Sich gemeinsam nähend auf eine Hochzeit vorzubereiten hat in vielen Kulturen große Tradition. Bekannt ist, dass bei den Amish die Mädchen für die Braut einen Quilt nähen. Jede gestaltet ein paar Stücke – Blöcke -, die dann zu einem Ganzen zusammengefügt – gequiltet werden. So entsteht ein Erinnerungsstück für die Braut. Auf der anderen Seite näht die Braut einen Quilt, auf dem viele verschieden Muster zu sehen sind und sie ihr technisches Können unter Beweis stellt. So war es auch bei uns im Schwarzwald früher Tradition, dass die Braut mit den Verzierungen der Hochzeitstracht zum einen ihr Können und zum anderen ihren Vermögensstand darstellte. Je verzierter die Tracht, desto angesehener die Braut.
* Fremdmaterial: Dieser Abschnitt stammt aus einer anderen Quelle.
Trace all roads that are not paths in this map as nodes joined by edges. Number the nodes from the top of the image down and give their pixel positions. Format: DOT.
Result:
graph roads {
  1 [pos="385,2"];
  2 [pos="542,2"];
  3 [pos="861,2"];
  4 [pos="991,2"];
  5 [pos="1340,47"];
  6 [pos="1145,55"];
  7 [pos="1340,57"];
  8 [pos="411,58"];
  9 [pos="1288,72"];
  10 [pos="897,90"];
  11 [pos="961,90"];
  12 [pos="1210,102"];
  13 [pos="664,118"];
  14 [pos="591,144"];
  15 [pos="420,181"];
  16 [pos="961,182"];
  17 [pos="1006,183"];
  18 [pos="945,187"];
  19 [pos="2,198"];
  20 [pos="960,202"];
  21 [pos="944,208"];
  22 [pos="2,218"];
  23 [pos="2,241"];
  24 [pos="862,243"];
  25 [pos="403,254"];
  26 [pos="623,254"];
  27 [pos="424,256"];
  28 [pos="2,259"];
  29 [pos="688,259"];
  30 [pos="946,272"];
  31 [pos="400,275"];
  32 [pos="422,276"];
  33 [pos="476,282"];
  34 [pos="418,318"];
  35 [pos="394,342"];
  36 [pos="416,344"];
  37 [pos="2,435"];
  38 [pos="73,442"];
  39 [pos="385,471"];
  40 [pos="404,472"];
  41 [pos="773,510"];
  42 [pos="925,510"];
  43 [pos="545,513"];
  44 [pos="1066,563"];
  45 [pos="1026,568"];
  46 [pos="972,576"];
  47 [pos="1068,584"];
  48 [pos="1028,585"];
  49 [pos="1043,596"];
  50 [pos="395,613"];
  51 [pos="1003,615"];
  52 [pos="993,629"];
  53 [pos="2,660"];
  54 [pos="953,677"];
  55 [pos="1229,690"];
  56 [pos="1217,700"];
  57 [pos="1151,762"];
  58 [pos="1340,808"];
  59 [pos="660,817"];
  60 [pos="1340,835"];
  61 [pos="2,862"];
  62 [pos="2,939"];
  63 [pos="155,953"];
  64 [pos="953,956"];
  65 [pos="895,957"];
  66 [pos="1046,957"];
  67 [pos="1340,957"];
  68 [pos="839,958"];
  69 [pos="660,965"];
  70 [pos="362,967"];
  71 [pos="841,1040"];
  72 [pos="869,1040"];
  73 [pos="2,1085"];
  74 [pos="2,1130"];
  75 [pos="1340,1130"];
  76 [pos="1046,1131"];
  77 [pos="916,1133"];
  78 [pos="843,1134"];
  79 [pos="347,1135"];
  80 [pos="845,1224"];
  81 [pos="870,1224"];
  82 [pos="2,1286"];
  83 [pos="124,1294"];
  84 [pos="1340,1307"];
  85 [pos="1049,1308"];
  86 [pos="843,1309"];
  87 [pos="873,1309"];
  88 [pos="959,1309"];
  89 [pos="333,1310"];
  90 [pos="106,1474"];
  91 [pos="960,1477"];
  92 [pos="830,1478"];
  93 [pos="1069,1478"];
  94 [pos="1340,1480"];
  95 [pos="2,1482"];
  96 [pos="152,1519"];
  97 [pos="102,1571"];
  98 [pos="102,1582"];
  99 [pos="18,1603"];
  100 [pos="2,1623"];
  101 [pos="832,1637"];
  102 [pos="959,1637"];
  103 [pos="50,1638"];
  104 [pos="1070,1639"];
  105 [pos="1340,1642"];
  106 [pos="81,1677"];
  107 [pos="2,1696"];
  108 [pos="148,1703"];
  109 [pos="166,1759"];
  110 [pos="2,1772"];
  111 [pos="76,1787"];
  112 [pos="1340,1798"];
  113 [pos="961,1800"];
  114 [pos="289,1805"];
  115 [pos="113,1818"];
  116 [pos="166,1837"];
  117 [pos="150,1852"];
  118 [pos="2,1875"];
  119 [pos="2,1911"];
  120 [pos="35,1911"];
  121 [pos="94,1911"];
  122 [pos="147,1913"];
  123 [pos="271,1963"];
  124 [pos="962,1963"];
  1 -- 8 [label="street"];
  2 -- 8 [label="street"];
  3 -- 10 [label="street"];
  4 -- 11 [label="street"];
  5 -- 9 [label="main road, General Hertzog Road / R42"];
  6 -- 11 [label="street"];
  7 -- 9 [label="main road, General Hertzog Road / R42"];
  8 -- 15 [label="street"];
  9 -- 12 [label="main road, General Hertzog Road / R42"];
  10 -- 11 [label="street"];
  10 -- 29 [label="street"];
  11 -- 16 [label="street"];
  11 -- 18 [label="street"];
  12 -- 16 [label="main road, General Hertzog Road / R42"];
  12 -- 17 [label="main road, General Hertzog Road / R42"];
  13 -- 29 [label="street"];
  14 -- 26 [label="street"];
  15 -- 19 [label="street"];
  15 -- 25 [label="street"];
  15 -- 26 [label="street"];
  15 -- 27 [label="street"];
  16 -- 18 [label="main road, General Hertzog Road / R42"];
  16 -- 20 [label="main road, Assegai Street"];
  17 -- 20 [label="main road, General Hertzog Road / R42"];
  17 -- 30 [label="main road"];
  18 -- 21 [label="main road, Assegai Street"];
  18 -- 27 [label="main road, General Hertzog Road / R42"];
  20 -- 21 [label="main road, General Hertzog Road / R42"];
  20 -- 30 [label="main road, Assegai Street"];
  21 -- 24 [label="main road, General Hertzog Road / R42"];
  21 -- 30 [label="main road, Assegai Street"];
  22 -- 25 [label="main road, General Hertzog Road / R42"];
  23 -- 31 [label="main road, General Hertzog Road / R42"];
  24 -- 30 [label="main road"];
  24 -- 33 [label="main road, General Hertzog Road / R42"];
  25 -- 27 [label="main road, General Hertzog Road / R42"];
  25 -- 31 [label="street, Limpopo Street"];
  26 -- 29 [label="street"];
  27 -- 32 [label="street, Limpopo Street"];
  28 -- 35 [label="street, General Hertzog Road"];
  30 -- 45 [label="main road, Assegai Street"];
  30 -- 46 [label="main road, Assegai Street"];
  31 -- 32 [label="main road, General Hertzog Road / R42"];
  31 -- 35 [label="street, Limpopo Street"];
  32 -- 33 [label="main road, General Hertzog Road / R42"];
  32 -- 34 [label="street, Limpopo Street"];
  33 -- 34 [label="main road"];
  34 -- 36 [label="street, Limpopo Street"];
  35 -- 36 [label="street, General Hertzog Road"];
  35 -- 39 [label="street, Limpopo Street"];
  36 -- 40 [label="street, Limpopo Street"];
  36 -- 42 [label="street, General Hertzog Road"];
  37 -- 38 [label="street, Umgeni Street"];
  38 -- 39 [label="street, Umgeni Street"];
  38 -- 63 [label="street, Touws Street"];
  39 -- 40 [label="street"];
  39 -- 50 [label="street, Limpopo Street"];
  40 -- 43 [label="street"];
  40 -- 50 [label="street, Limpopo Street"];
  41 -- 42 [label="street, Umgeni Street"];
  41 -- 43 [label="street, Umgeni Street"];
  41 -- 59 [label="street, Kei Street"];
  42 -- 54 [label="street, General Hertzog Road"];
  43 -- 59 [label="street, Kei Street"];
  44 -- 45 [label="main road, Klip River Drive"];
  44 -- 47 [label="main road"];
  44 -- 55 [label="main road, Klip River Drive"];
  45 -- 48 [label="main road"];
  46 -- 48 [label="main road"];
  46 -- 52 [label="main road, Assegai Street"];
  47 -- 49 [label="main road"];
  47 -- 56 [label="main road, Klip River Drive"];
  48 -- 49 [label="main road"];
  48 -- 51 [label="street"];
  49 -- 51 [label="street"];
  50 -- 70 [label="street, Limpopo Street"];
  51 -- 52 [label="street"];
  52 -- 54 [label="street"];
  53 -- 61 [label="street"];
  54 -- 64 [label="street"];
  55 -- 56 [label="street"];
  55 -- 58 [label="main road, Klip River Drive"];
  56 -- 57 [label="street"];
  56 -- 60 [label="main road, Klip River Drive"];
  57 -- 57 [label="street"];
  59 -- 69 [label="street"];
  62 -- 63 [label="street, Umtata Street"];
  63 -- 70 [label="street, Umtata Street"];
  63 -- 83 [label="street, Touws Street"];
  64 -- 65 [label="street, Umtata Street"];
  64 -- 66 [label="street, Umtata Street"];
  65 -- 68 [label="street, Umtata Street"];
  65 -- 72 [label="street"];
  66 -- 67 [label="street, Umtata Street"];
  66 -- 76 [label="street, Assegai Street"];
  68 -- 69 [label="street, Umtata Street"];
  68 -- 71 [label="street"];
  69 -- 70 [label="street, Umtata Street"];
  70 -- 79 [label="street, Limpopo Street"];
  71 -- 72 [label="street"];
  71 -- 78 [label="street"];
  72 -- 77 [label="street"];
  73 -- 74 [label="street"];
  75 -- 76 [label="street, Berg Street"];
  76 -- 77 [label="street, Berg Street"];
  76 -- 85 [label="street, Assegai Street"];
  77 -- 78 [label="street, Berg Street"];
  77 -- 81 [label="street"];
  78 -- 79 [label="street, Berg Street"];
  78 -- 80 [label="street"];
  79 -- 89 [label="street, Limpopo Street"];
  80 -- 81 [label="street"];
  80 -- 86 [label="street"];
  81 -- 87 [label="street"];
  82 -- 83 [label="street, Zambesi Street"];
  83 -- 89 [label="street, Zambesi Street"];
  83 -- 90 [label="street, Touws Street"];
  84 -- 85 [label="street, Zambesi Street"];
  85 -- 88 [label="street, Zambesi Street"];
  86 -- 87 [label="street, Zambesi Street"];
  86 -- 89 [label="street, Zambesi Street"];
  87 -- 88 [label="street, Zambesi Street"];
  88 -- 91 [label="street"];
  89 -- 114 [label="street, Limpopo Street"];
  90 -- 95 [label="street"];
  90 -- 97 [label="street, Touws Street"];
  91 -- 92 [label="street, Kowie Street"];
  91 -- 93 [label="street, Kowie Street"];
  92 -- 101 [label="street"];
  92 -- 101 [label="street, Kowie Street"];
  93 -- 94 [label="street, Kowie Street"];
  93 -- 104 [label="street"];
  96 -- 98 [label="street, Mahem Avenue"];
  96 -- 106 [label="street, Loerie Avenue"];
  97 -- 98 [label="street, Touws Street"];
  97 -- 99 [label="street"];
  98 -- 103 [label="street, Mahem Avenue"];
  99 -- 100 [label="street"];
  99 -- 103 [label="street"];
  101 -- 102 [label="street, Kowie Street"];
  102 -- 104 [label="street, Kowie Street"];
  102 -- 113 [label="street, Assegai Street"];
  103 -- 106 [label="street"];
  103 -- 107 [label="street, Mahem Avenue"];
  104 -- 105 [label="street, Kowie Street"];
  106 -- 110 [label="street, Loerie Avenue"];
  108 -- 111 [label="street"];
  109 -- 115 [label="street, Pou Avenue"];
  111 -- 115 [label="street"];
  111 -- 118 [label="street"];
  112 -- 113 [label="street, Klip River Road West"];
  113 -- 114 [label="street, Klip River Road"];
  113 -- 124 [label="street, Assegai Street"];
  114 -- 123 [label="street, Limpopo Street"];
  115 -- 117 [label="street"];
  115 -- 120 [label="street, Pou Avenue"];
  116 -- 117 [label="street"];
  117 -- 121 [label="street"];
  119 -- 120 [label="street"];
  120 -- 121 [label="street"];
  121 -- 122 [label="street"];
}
Tradition modern umgesetzt

Wir möchten diese Tradition, sich nähend auf eine Hochzeit vorzubereiten, aufnehmen und mit modernen Mustern und Stoffen ein schönes, praktisches und dabei ganz individuelle Geschenke gestalten. Freundinnen können gemeinsam für die Braut eine gequiltete Decke gestalten. Sie bekommen ein Muster gezeigt, stimmen sich in den Farben ab. Jede näht dann ein paar Teile (Blöcke), die anschließend zusammengesetzt werden. Der zweitilige Kurs vermittelt am ersten Termin die notwendige Technik, um dann in Heimarbeit weitere Blöcke herzustellen. Diese werden dann beim zweiten Termin mit der Technik „Quilt –as –you –go“ zusammengefügt. Zudem können  - je nach Nählust und -zeit – Kissen passend zur Decke gestaltet werden.